### ACTIVITY
Each record below must come back exactly as written; its pictures must not.

=== RECORDS SUPPLIED ===

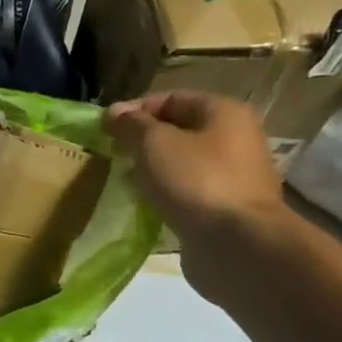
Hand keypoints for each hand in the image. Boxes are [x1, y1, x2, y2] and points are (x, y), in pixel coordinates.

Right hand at [105, 92, 290, 295]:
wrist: (235, 243)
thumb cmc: (195, 181)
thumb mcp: (153, 144)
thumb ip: (131, 125)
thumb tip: (115, 112)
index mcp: (224, 112)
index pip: (171, 98)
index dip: (135, 110)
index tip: (105, 130)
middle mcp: (236, 137)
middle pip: (180, 130)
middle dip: (144, 142)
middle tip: (114, 156)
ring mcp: (235, 175)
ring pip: (183, 163)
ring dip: (154, 170)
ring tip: (127, 182)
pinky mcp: (228, 207)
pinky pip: (190, 191)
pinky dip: (167, 194)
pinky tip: (147, 205)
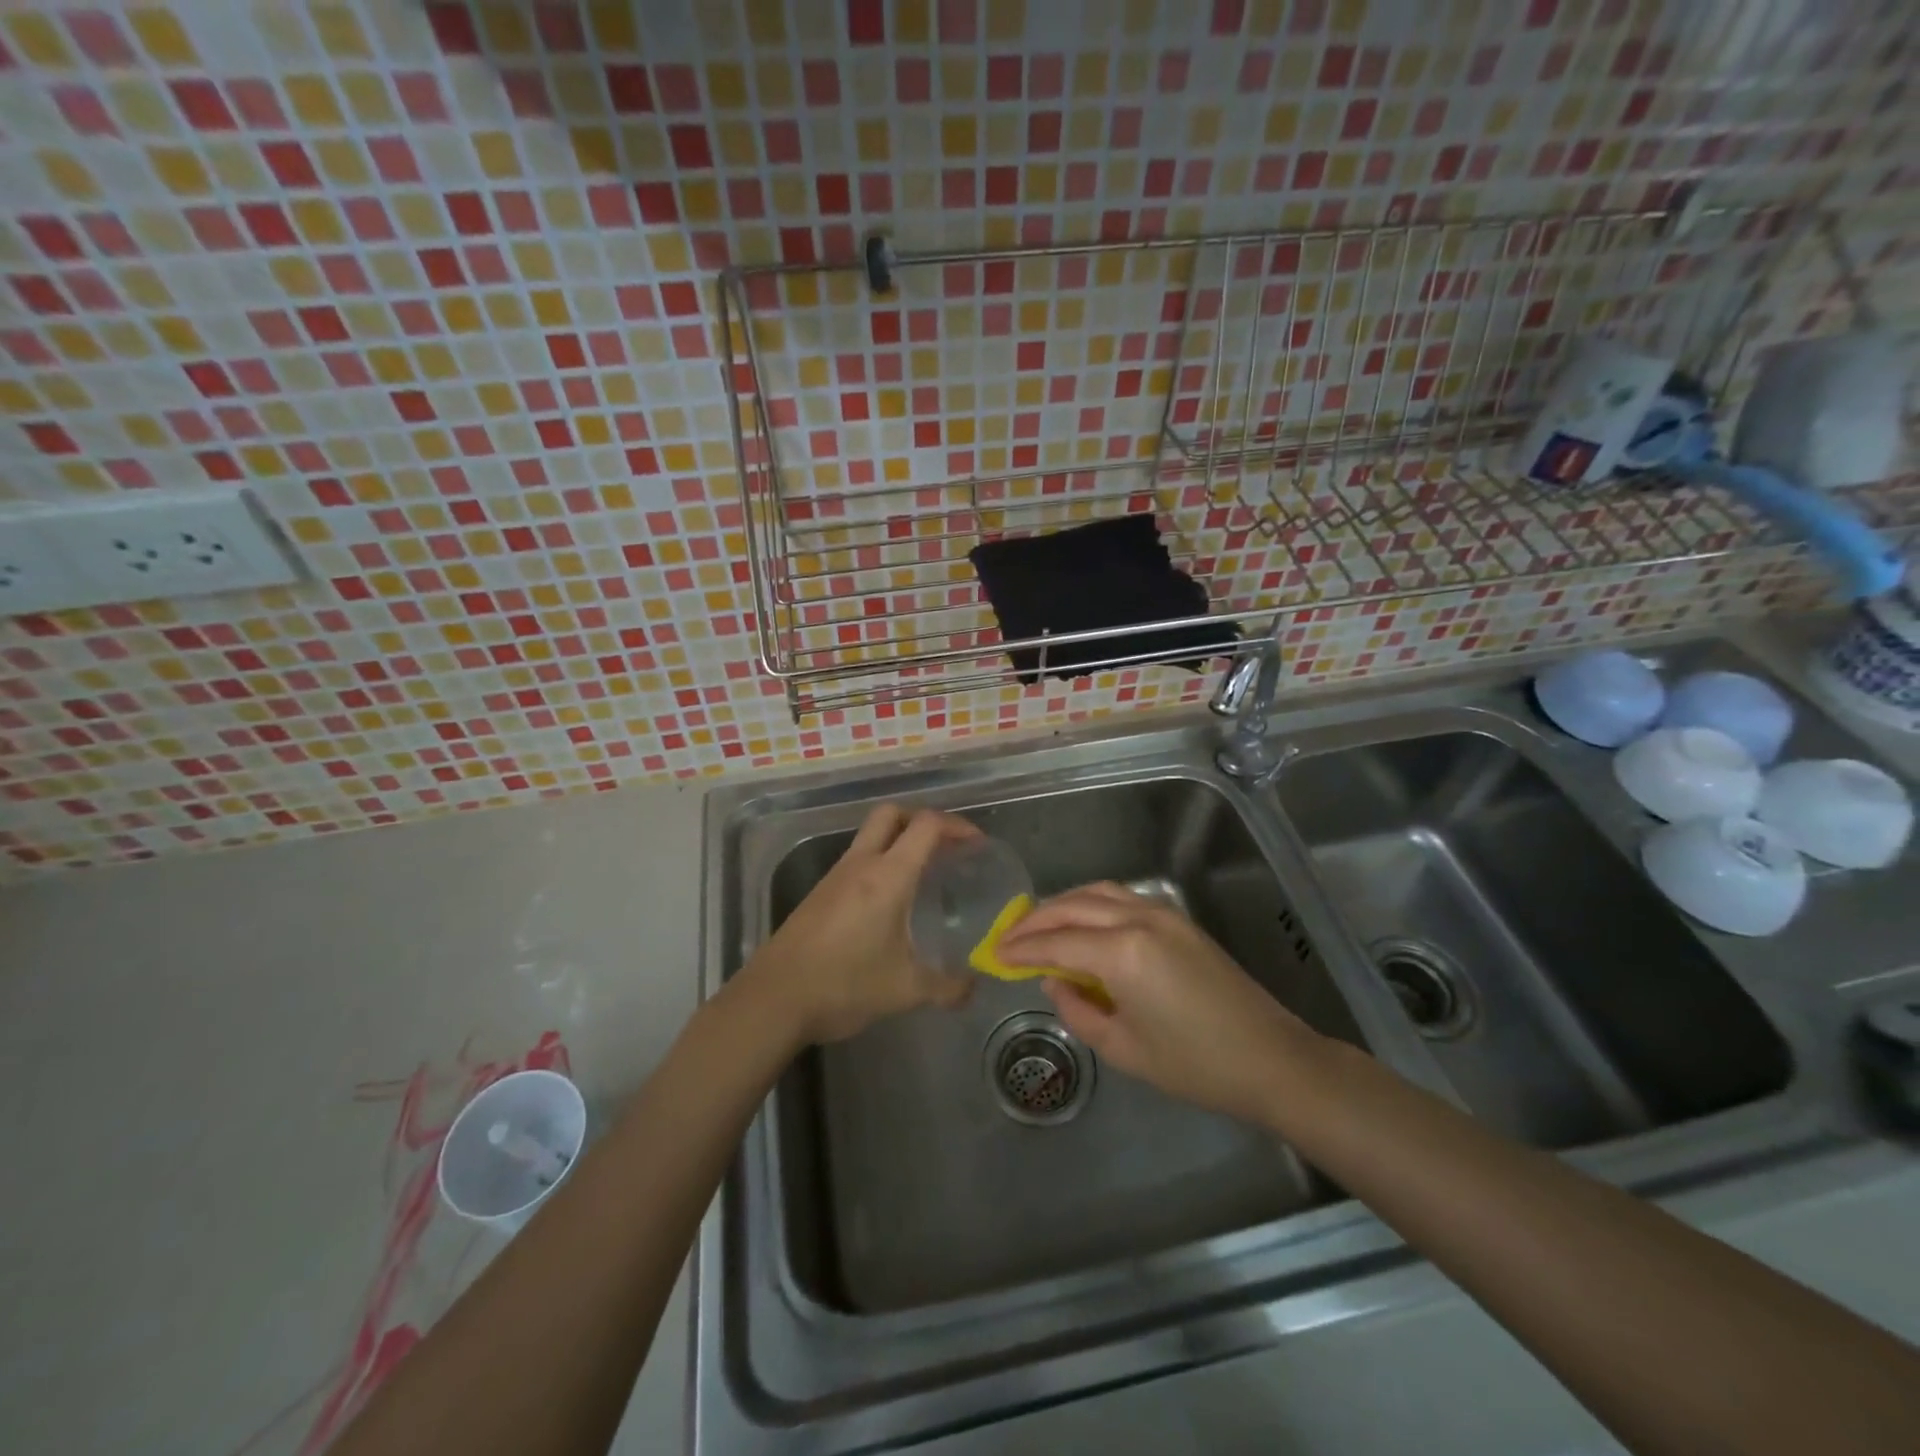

===

### RESPONSE AREA
Hand keypoints for each hand in the image. Boxes are [x1, y1, x2, y2] and points are (x, y), in pixel coordinates.

Right hand at [105, 92, 290, 295]:
wrist: (235, 243)
thumb cmc: (195, 181)
thumb mcp: (153, 144)
thumb ip: (131, 125)
thumb tip: (115, 112)
index mcp: (224, 112)
index pip: (171, 98)
index dip: (135, 110)
index tip: (105, 130)
middle mcp: (236, 137)
middle pip: (180, 130)
middle dip: (144, 142)
middle tip: (114, 156)
ring mcp: (235, 175)
ring pip: (183, 163)
ring dip: (154, 170)
ring tip: (127, 182)
pinky mcp: (228, 207)
pinky pip: (190, 191)
pinky dip: (167, 194)
pinky tip: (147, 205)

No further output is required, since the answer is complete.